MATERIAL FOR THE TASK:
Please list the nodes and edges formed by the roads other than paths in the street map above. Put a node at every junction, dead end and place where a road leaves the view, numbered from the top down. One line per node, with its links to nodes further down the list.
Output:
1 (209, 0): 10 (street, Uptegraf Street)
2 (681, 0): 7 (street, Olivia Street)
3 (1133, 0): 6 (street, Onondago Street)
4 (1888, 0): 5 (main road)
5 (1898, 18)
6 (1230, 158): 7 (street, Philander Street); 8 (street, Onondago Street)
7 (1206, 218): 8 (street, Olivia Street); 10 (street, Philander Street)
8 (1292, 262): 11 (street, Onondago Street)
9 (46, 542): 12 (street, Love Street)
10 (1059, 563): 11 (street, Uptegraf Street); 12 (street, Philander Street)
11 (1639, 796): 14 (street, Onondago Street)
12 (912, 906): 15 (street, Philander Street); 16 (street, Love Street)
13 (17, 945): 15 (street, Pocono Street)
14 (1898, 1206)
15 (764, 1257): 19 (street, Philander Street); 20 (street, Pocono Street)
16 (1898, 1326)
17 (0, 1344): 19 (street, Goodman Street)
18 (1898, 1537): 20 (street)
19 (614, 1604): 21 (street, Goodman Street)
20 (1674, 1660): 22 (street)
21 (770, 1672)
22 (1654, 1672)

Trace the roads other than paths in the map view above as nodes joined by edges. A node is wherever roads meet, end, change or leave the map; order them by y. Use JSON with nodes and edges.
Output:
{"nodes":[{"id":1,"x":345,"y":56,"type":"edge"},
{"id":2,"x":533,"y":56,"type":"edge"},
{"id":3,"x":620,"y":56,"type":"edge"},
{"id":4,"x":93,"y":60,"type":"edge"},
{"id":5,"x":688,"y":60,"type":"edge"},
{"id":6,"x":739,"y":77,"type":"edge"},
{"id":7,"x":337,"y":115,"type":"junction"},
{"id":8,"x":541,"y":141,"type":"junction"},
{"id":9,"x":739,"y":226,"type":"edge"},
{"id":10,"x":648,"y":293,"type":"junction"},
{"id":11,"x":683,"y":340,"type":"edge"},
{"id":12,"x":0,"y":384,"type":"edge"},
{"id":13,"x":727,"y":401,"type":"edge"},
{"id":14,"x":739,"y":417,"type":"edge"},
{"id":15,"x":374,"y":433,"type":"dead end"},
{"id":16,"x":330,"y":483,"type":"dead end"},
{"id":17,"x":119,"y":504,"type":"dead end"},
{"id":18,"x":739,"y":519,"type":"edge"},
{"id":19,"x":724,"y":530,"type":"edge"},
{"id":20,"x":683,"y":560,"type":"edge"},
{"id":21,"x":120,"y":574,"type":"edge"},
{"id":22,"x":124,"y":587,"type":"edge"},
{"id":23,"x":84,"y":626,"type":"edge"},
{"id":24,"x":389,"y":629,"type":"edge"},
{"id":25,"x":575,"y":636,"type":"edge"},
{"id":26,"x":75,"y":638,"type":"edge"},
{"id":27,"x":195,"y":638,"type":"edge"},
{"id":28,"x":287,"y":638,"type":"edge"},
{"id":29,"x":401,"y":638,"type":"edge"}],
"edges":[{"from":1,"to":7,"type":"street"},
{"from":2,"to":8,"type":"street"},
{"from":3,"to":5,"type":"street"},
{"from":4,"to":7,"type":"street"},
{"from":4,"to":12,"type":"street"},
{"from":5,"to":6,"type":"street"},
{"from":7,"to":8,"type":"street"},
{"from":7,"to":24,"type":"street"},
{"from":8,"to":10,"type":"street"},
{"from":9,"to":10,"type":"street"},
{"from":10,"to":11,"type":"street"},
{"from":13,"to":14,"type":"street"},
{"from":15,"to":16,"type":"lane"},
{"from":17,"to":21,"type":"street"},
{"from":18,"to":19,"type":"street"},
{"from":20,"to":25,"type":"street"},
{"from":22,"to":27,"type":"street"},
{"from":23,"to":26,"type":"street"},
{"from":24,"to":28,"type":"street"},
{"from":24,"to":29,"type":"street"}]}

EXERCISE:
Retrieve each line of the data in which the word "with" can be found.

WRITTEN SOLUTION:
Please list the nodes and edges formed by the roads other than paths in the street map above. Put a node at every junction, dead end and place where a road leaves the view, numbered from the top down. One line per node, with its links to nodes further down the list.
Trace the roads other than paths in the map view above as nodes joined by edges. A node is wherever roads meet, end, change or leave the map; order them by y. Use JSON with nodes and edges.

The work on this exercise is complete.